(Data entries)
_ _ _

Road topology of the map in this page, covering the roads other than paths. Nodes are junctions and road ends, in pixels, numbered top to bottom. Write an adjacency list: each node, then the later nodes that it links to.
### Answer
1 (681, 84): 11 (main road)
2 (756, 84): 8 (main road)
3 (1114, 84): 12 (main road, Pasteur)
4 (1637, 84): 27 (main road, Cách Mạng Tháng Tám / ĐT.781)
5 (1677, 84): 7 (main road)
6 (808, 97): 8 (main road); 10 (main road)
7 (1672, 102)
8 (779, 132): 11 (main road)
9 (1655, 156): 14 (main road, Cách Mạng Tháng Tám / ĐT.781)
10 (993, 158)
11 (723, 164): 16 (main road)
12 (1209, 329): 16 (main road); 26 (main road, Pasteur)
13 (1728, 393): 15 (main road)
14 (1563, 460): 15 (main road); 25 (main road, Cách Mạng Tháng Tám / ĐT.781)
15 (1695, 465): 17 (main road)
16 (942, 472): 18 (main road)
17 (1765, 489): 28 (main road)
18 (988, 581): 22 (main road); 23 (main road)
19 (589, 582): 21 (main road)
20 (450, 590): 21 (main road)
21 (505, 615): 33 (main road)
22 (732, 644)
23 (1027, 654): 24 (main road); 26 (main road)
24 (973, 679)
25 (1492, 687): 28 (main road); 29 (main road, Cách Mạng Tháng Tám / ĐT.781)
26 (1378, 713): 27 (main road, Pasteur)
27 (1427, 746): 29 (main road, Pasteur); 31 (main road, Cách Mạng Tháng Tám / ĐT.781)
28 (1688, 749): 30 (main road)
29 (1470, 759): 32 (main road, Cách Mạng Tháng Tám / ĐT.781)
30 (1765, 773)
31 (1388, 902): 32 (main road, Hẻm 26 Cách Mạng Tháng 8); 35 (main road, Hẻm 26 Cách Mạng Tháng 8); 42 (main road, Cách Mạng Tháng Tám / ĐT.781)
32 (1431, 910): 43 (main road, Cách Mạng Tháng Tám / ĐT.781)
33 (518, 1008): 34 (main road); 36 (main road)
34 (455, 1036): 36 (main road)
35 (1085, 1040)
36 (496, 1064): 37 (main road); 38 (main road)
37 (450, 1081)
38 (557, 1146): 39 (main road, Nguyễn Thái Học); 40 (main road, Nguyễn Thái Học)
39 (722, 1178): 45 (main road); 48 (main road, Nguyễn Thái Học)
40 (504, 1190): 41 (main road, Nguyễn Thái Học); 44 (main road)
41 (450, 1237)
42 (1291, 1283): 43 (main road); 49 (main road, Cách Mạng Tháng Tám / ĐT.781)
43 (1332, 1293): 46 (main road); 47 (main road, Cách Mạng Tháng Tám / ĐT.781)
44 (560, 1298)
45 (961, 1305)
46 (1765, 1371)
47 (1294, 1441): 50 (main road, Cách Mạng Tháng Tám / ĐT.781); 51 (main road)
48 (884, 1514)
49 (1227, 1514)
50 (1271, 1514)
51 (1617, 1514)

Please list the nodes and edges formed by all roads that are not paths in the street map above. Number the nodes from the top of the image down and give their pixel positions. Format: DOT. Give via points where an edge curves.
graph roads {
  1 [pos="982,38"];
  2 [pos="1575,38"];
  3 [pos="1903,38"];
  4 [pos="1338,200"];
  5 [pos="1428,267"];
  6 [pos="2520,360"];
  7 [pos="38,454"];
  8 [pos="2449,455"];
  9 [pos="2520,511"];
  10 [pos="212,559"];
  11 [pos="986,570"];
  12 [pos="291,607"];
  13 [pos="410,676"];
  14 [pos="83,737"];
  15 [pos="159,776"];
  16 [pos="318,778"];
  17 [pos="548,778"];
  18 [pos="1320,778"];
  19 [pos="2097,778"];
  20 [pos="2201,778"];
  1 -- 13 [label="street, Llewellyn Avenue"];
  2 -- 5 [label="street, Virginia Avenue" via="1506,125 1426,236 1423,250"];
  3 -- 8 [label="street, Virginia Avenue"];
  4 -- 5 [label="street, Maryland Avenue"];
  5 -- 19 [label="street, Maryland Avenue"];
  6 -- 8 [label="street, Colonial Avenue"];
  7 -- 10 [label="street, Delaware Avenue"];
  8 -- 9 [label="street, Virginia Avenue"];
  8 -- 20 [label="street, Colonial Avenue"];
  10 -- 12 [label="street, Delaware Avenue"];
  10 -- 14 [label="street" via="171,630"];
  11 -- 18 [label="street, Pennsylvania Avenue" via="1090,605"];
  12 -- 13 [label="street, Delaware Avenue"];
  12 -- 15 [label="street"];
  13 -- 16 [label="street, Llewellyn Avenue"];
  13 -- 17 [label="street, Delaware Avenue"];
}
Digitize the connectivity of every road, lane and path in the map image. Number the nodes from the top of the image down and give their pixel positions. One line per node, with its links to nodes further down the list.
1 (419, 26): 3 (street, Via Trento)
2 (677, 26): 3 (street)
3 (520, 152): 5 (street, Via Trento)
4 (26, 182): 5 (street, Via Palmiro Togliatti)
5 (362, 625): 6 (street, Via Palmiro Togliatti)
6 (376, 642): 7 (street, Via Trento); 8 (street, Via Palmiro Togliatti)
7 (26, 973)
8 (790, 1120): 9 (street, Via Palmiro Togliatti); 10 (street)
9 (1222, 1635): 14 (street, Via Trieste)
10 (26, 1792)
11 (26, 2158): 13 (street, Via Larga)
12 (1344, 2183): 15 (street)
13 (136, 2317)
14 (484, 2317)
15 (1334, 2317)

_ _ _

§ **WORK ITEM**
Would you please output every record again, exactly?

§ **OUTPUT**
Road topology of the map in this page, covering the roads other than paths. Nodes are junctions and road ends, in pixels, numbered top to bottom. Write an adjacency list: each node, then the later nodes that it links to.
### Answer
1 (681, 84): 11 (main road)
2 (756, 84): 8 (main road)
3 (1114, 84): 12 (main road, Pasteur)
4 (1637, 84): 27 (main road, Cách Mạng Tháng Tám / ĐT.781)
5 (1677, 84): 7 (main road)
6 (808, 97): 8 (main road); 10 (main road)
7 (1672, 102)
8 (779, 132): 11 (main road)
9 (1655, 156): 14 (main road, Cách Mạng Tháng Tám / ĐT.781)
10 (993, 158)
11 (723, 164): 16 (main road)
12 (1209, 329): 16 (main road); 26 (main road, Pasteur)
13 (1728, 393): 15 (main road)
14 (1563, 460): 15 (main road); 25 (main road, Cách Mạng Tháng Tám / ĐT.781)
15 (1695, 465): 17 (main road)
16 (942, 472): 18 (main road)
17 (1765, 489): 28 (main road)
18 (988, 581): 22 (main road); 23 (main road)
19 (589, 582): 21 (main road)
20 (450, 590): 21 (main road)
21 (505, 615): 33 (main road)
22 (732, 644)
23 (1027, 654): 24 (main road); 26 (main road)
24 (973, 679)
25 (1492, 687): 28 (main road); 29 (main road, Cách Mạng Tháng Tám / ĐT.781)
26 (1378, 713): 27 (main road, Pasteur)
27 (1427, 746): 29 (main road, Pasteur); 31 (main road, Cách Mạng Tháng Tám / ĐT.781)
28 (1688, 749): 30 (main road)
29 (1470, 759): 32 (main road, Cách Mạng Tháng Tám / ĐT.781)
30 (1765, 773)
31 (1388, 902): 32 (main road, Hẻm 26 Cách Mạng Tháng 8); 35 (main road, Hẻm 26 Cách Mạng Tháng 8); 42 (main road, Cách Mạng Tháng Tám / ĐT.781)
32 (1431, 910): 43 (main road, Cách Mạng Tháng Tám / ĐT.781)
33 (518, 1008): 34 (main road); 36 (main road)
34 (455, 1036): 36 (main road)
35 (1085, 1040)
36 (496, 1064): 37 (main road); 38 (main road)
37 (450, 1081)
38 (557, 1146): 39 (main road, Nguyễn Thái Học); 40 (main road, Nguyễn Thái Học)
39 (722, 1178): 45 (main road); 48 (main road, Nguyễn Thái Học)
40 (504, 1190): 41 (main road, Nguyễn Thái Học); 44 (main road)
41 (450, 1237)
42 (1291, 1283): 43 (main road); 49 (main road, Cách Mạng Tháng Tám / ĐT.781)
43 (1332, 1293): 46 (main road); 47 (main road, Cách Mạng Tháng Tám / ĐT.781)
44 (560, 1298)
45 (961, 1305)
46 (1765, 1371)
47 (1294, 1441): 50 (main road, Cách Mạng Tháng Tám / ĐT.781); 51 (main road)
48 (884, 1514)
49 (1227, 1514)
50 (1271, 1514)
51 (1617, 1514)

Please list the nodes and edges formed by all roads that are not paths in the street map above. Number the nodes from the top of the image down and give their pixel positions. Format: DOT. Give via points where an edge curves.
graph roads {
  1 [pos="982,38"];
  2 [pos="1575,38"];
  3 [pos="1903,38"];
  4 [pos="1338,200"];
  5 [pos="1428,267"];
  6 [pos="2520,360"];
  7 [pos="38,454"];
  8 [pos="2449,455"];
  9 [pos="2520,511"];
  10 [pos="212,559"];
  11 [pos="986,570"];
  12 [pos="291,607"];
  13 [pos="410,676"];
  14 [pos="83,737"];
  15 [pos="159,776"];
  16 [pos="318,778"];
  17 [pos="548,778"];
  18 [pos="1320,778"];
  19 [pos="2097,778"];
  20 [pos="2201,778"];
  1 -- 13 [label="street, Llewellyn Avenue"];
  2 -- 5 [label="street, Virginia Avenue" via="1506,125 1426,236 1423,250"];
  3 -- 8 [label="street, Virginia Avenue"];
  4 -- 5 [label="street, Maryland Avenue"];
  5 -- 19 [label="street, Maryland Avenue"];
  6 -- 8 [label="street, Colonial Avenue"];
  7 -- 10 [label="street, Delaware Avenue"];
  8 -- 9 [label="street, Virginia Avenue"];
  8 -- 20 [label="street, Colonial Avenue"];
  10 -- 12 [label="street, Delaware Avenue"];
  10 -- 14 [label="street" via="171,630"];
  11 -- 18 [label="street, Pennsylvania Avenue" via="1090,605"];
  12 -- 13 [label="street, Delaware Avenue"];
  12 -- 15 [label="street"];
  13 -- 16 [label="street, Llewellyn Avenue"];
  13 -- 17 [label="street, Delaware Avenue"];
}
Digitize the connectivity of every road, lane and path in the map image. Number the nodes from the top of the image down and give their pixel positions. One line per node, with its links to nodes further down the list.
1 (419, 26): 3 (street, Via Trento)
2 (677, 26): 3 (street)
3 (520, 152): 5 (street, Via Trento)
4 (26, 182): 5 (street, Via Palmiro Togliatti)
5 (362, 625): 6 (street, Via Palmiro Togliatti)
6 (376, 642): 7 (street, Via Trento); 8 (street, Via Palmiro Togliatti)
7 (26, 973)
8 (790, 1120): 9 (street, Via Palmiro Togliatti); 10 (street)
9 (1222, 1635): 14 (street, Via Trieste)
10 (26, 1792)
11 (26, 2158): 13 (street, Via Larga)
12 (1344, 2183): 15 (street)
13 (136, 2317)
14 (484, 2317)
15 (1334, 2317)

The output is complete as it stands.